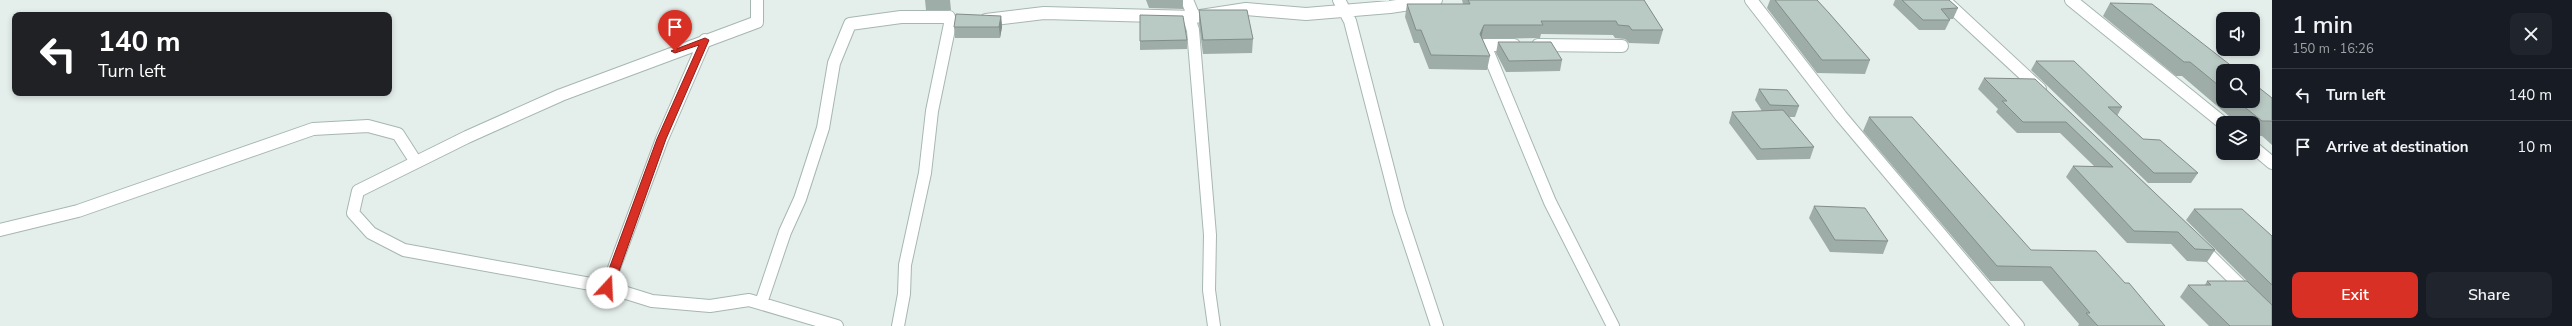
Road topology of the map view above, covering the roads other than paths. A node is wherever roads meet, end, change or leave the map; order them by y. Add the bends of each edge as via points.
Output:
1 (757, 0) edge
2 (1187, 0) edge
3 (1436, 0) edge
4 (1751, 0) edge
5 (1944, 0) edge
6 (2071, 0) edge
7 (1342, 4) edge
8 (1194, 17) junction
9 (972, 19) edge
10 (705, 40) junction
11 (1622, 46) dead end
12 (2048, 96) edge
13 (2216, 117) edge
14 (2260, 153) edge
15 (416, 162) junction
16 (2272, 163) edge
17 (0, 230) edge
18 (2189, 236) edge
19 (607, 288) junction
20 (2255, 300) edge
21 (761, 303) junction
22 (837, 326) edge
23 (898, 326) edge
24 (1214, 326) edge
25 (1437, 326) edge
26 (1613, 326) edge
27 (2018, 326) edge

1 - 10 street via 757,22
2 - 8 street
3 - 7 street via 1390,7
4 - 27 street via 1846,122
5 - 12 street
6 - 13 street
7 - 8 street via 1306,14 1246,9
7 - 25 street via 1350,21 1379,126 1399,211
8 - 9 street via 1112,17 1044,13 995,20
8 - 24 street via 1190,21 1193,30 1205,159 1210,235 1208,290
10 - 15 street via 534,107
10 - 19 street via 662,139
11 - 26 street via 1485,45 1550,202
14 - 16 street
15 - 17 street via 398,134 368,126 313,129 78,211
15 - 19 street via 358,191 353,213 371,233 404,250
18 - 20 street
19 - 21 street via 652,301 710,306 749,300
21 - 22 street
21 - 23 street via 784,232 800,198 823,128 834,63 850,24 901,17 953,18 932,111 925,173 905,265 904,294

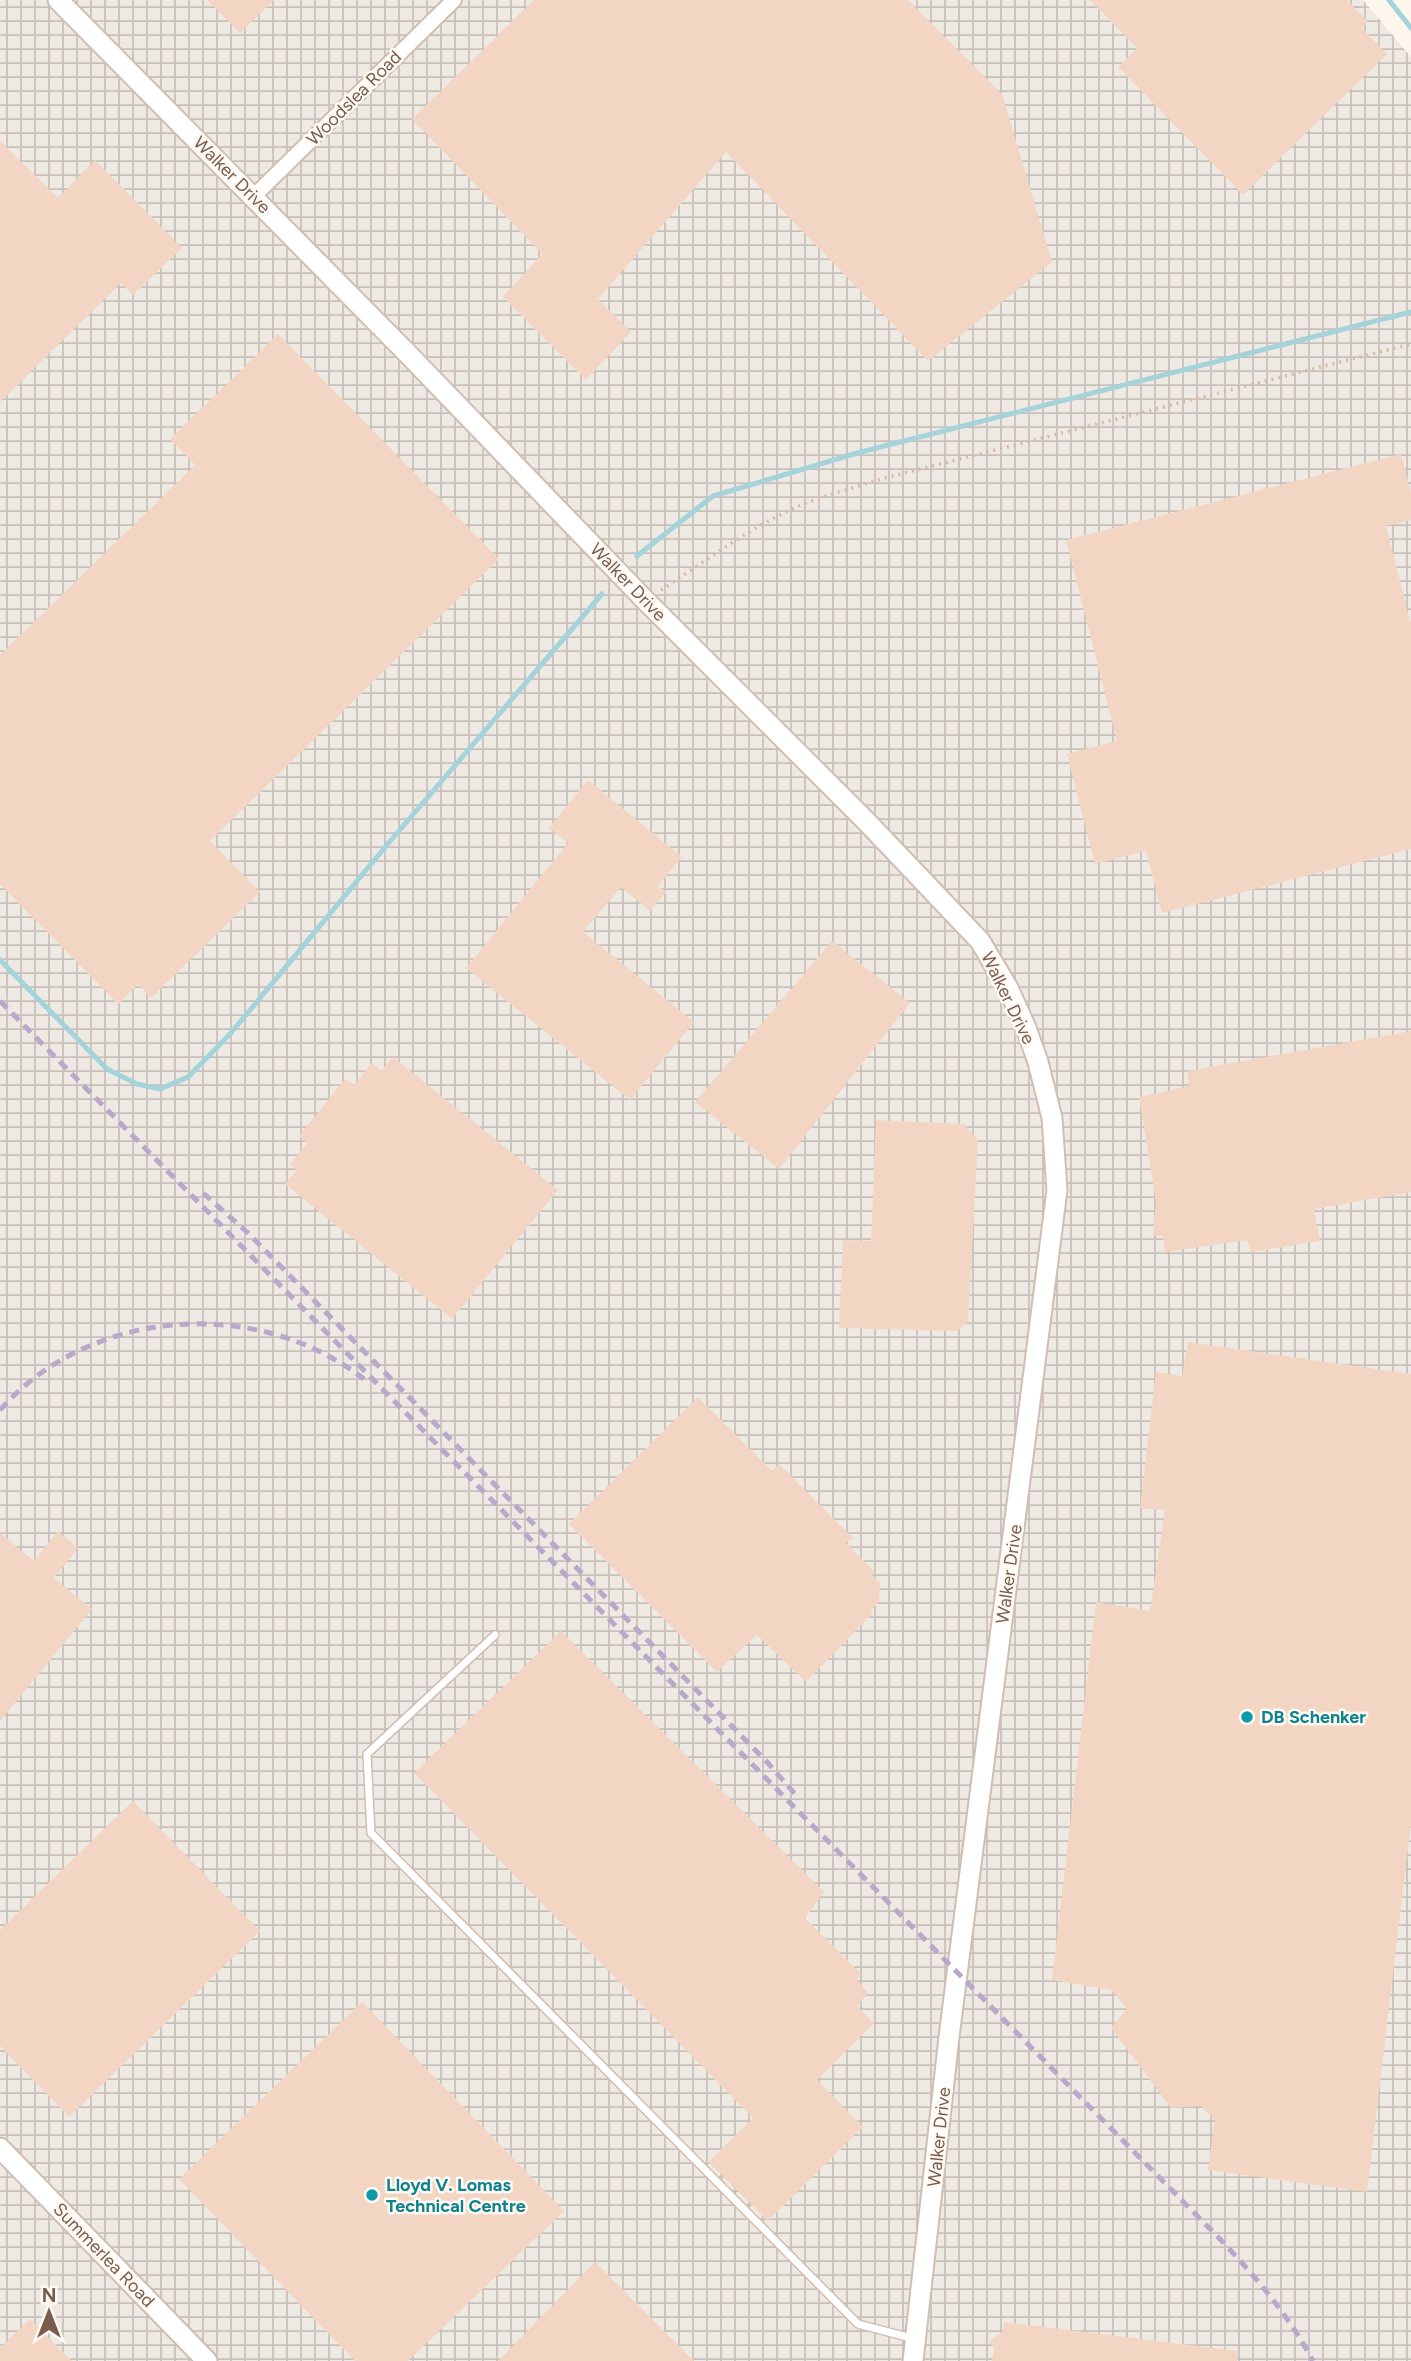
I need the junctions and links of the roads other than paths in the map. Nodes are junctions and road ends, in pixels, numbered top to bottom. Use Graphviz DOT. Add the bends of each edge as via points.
graph roads {
  1 [pos="58,0"];
  2 [pos="454,0"];
  3 [pos="254,197"];
  4 [pos="495,1635"];
  5 [pos="0,2148"];
  6 [pos="915,2339"];
  7 [pos="208,2361"];
  8 [pos="913,2361"];
  1 -- 3 [label="street, Walker Drive"];
  2 -- 3 [label="street, Woodslea Road"];
  3 -- 6 [label="street, Walker Drive" via="980,942 1008,988 1038,1062 1052,1118 1057,1190"];
  4 -- 6 [label="lane" via="367,1754 371,1833 858,2324"];
  5 -- 7 [label="street, Summerlea Road"];
  6 -- 8 [label="street, Walker Drive"];
}
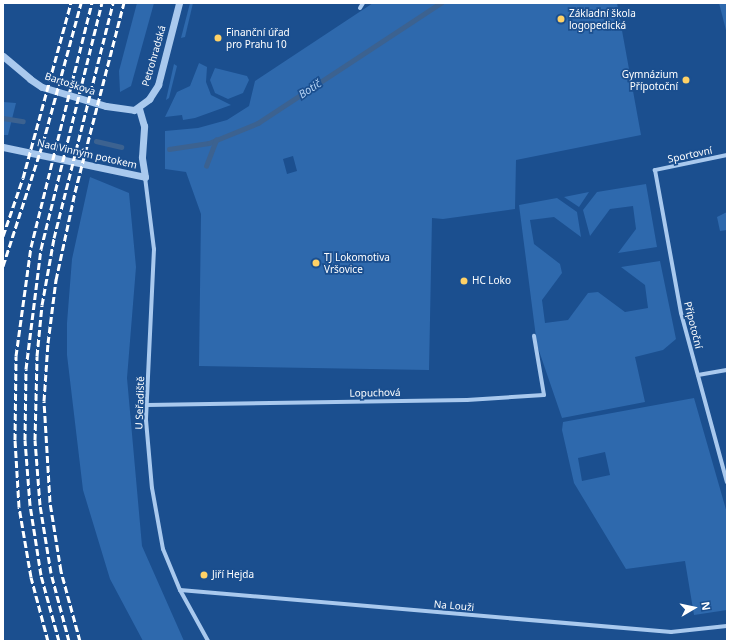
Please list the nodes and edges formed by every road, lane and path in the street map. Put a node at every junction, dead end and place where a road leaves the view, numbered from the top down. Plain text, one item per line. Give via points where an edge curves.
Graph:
1 (179, 3) edge
2 (363, 3) edge
3 (360, 8) dead end
4 (3, 56) edge
5 (139, 108) junction
6 (3, 147) edge
7 (727, 155) edge
8 (655, 170) joint
9 (146, 177) junction
10 (534, 336) dead end
11 (727, 370) edge
12 (698, 375) junction
13 (147, 405) junction
14 (727, 482) edge
15 (180, 590) junction
16 (727, 626) edge
17 (208, 641) edge

1 - 5 street, Petrohradská via 158,85 150,99
2 - 3 street
4 - 5 street, Bartoškova via 42,86 122,110
5 - 9 street, Nad Vinným potokem via 144,126 142,157
6 - 9 street, Nad Vinným potokem
7 - 8 street, Sportovní
8 - 12 street, Přípotoční via 681,313
9 - 13 street, U Seřadiště via 154,249
10 - 13 street, Lopuchová via 544,395 467,400
11 - 12 street
12 - 14 street, Přípotoční
13 - 15 street, U Seřadiště via 152,488 163,549
15 - 16 street, Na Louži via 671,632
15 - 17 street, U Seřadiště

EXERCISE DIRECTIONS: A line belongs in the answer if it contains the word "view"; please copy each such line from the material.

RESULT FOR THIS EXERCISE:
Road topology of the map view above, covering the roads other than paths. A node is wherever roads meet, end, change or leave the map; order them by y. Add the bends of each edge as via points.
Please list the nodes and edges formed by every road, lane and path in the street map. Put a node at every junction, dead end and place where a road leaves the view, numbered from the top down. Plain text, one item per line. Give via points where an edge curves.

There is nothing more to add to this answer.